Theorem r19.32r 2576

Description: One direction of Theorem 19.32 of [Margaris] p. 90 with restricted quantifiers. For decidable propositions this is an equivalence. (Contributed by Jim Kingdon, 19-Aug-2018.)

Hypothesis

Ref	Expression
r19.32r.1	|- F/ x ph

Assertion

Ref	Expression
r19.32r	|- ( ( ph \/ A. x e. A ps ) -> A. x e. A ( ph \/ ps ) )

Proof of Theorem r19.32r

Step	Hyp	Ref	Expression
1		r19.32r.1	. . . 4 |- F/ x ph
2		orc 701	. . . . 5 |- ( ph -> ( ph \/ ps ) )
3	2	a1d 22	. . . 4 |- ( ph -> ( x e. A -> ( ph \/ ps ) ) )
4	1, 3	alrimi 1502	. . 3 |- ( ph -> A. x ( x e. A -> ( ph \/ ps ) ) )
5		df-ral 2419	. . . 4 |- ( A. x e. A ps <-> A. x ( x e. A -> ps ) )
6		olc 700	. . . . . 6 |- ( ps -> ( ph \/ ps ) )
7	6	imim2i 12	. . . . 5 |- ( ( x e. A -> ps ) -> ( x e. A -> ( ph \/ ps ) ) )
8	7	alimi 1431	. . . 4 |- ( A. x ( x e. A -> ps ) -> A. x ( x e. A -> ( ph \/ ps ) ) )
9	5, 8	sylbi 120	. . 3 |- ( A. x e. A ps -> A. x ( x e. A -> ( ph \/ ps ) ) )
10	4, 9	jaoi 705	. 2 |- ( ( ph \/ A. x e. A ps ) -> A. x ( x e. A -> ( ph \/ ps ) ) )
11		df-ral 2419	. 2 |- ( A. x e. A ( ph \/ ps ) <-> A. x ( x e. A -> ( ph \/ ps ) ) )
12	10, 11	sylibr 133	1 |- ( ( ph \/ A. x e. A ps ) -> A. x e. A ( ph \/ ps ) )

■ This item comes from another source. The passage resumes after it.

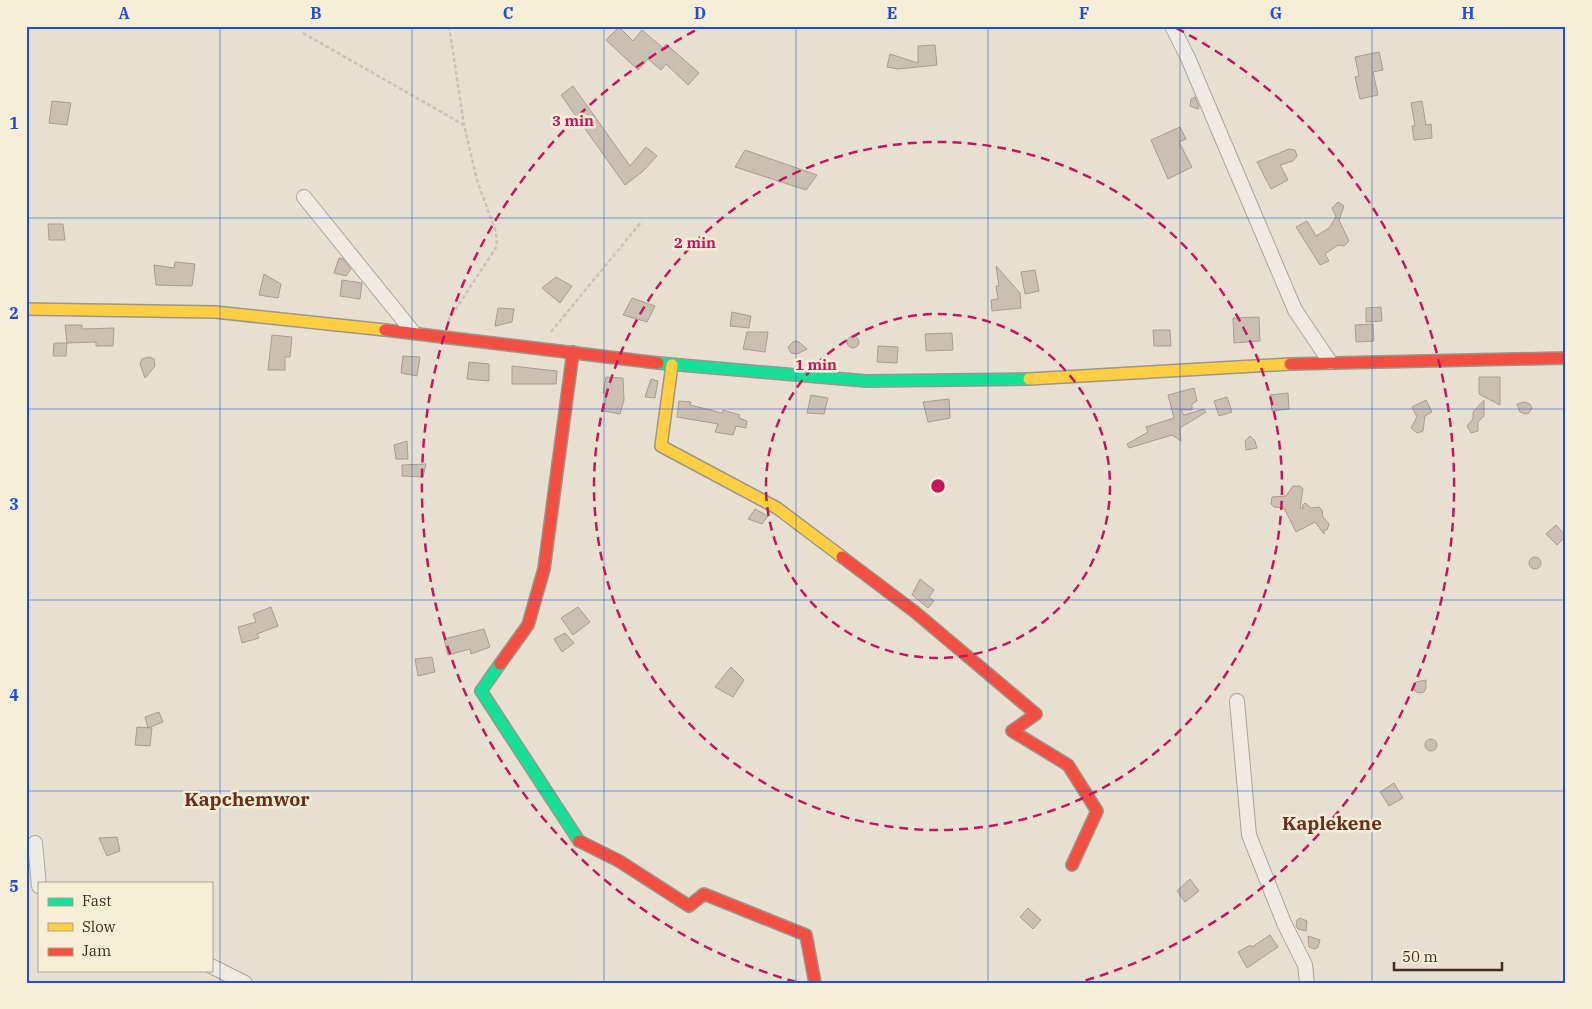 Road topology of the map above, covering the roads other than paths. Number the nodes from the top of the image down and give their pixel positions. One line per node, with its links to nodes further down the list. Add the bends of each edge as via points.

Syntax hints:   -> wi 4   \/ wo 697   A.wal 1329   F/wnf 1436   e. wcel 1480   A.wral 2414

This theorem was proved from axioms:  ax-mp 5  ax-1 6  ax-2 7  ax-ia1 105  ax-ia2 106  ax-ia3 107  ax-io 698  ax-5 1423  ax-gen 1425  ax-4 1487

This theorem depends on definitions:  df-bi 116  df-nf 1437  df-ral 2419

This theorem is referenced by:  r19.32vr  2577